1908.3 Public Performances and Public Displays

Section 101 of the Copyright Act states that performing or displaying a work "publicly" means:

• "[T]o perform or display it at a place open to the public or at any place where a substantial number of persons outside of a normal circle of a family and its social acquaintances is gathered; or"

• "[T]o transmit or otherwise communicate a performance or display of the work to a place specified [in the preceding paragraph] or to the public, by means of any device or process, whether the members of the public capable of receiving the performance or display receive it in the same place or in separate places and at the same time or at different times."

17 U.S.C. § 101.

Although the statute does not define the term "public," it "suggests that 'the public' consists of a large group of people outside of a family and friends," such as "a large number of people who are unrelated and unknown to each other." American Broadcasting Companies, Inc. v.Aereo, Inc., 134 S. Ct. 2498, 2509-10 [U.S. 2014).

The legislative history explains that a performance or display constitutes a public performance or a public display if it occurs "in a public place." It also explains that a performance or display that occurs in a "semipublic" place, such as a club, lodge, factory, summer camp, or school, is considered a public performance or display. H.R. Rep. No. 94-1476, at 64 [1976), reprinted in 1976 U.S.C.CA.N. at 5677-78.

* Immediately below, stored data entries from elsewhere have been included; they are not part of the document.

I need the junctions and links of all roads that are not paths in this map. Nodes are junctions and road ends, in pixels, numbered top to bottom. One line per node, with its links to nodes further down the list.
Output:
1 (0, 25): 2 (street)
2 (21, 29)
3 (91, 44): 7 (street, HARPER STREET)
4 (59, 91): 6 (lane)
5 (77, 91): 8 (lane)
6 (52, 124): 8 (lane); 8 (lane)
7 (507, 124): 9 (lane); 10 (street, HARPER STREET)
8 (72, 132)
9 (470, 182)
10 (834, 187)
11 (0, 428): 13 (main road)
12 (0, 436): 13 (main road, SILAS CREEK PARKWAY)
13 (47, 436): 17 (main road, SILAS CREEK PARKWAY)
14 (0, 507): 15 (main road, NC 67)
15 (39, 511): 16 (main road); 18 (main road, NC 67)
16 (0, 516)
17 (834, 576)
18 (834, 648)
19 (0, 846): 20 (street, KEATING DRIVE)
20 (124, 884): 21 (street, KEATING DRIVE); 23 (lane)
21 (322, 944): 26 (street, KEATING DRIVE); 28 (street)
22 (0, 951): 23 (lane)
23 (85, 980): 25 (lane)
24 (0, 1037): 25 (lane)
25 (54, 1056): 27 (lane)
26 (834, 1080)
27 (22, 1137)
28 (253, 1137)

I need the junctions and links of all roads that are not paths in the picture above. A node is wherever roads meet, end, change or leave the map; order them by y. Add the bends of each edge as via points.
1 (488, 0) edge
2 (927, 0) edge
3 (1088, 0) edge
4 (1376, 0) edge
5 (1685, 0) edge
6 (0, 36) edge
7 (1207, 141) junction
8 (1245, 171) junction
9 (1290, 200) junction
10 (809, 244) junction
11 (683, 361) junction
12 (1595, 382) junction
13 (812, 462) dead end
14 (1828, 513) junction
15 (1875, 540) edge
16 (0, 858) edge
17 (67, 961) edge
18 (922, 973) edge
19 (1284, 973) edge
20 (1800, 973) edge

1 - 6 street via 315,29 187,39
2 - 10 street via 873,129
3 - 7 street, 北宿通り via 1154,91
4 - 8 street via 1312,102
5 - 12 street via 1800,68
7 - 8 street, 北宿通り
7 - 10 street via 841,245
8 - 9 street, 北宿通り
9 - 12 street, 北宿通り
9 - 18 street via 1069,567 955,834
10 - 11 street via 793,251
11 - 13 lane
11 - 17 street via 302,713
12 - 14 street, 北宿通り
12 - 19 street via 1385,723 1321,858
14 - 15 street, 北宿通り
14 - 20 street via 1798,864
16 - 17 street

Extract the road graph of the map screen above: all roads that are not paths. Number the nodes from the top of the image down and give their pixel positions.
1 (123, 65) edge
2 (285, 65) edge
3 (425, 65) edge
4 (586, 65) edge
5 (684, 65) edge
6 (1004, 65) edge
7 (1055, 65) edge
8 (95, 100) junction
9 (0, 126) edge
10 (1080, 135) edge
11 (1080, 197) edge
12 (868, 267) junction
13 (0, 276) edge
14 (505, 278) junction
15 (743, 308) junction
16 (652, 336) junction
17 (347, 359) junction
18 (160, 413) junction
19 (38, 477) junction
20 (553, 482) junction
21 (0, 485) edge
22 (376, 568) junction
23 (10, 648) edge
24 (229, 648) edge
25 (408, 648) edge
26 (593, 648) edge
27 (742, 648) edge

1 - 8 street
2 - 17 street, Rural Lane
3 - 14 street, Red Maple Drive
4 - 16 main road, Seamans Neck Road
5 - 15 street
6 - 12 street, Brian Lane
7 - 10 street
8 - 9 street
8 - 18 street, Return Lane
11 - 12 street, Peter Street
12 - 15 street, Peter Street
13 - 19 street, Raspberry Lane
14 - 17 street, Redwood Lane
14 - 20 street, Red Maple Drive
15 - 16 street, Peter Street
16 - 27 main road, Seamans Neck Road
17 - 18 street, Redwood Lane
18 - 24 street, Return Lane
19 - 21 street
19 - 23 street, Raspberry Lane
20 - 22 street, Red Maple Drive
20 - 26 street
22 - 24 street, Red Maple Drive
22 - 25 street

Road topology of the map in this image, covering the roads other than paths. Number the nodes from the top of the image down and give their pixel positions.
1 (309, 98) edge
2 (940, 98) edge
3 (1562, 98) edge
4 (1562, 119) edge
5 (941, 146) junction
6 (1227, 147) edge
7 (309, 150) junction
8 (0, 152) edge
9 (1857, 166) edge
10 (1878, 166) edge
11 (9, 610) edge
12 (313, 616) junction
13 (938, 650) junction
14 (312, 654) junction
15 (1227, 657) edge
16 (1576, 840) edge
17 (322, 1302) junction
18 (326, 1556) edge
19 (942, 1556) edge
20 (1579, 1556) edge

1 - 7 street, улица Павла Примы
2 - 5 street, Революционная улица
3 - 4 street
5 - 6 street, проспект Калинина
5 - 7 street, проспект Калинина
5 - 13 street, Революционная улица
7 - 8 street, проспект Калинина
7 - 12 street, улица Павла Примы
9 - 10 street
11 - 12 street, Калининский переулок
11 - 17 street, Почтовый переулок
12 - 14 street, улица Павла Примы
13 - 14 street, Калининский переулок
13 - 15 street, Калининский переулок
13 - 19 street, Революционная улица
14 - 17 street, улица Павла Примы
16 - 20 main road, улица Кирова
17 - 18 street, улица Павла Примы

By contrast, a performance or display that occurs at "a gathering confined to [an] individual's social acquaintances would normally be regarded as private." Id. A performance or display that occurs during "[r]outine meetings of businesses and governmental personnel" would be normally considered private "because they do not represent the gathering of a 'substantial number of persons.'" Id., reprinted in 1976 U.S.C.CA.N. at 5678. Likewise, "an entity does not transmit [a work] to the public if it does not transmit to a substantial number of people outside of a family and its social circle." American Broadcasting Companies, 134 S. Ct. at 2511.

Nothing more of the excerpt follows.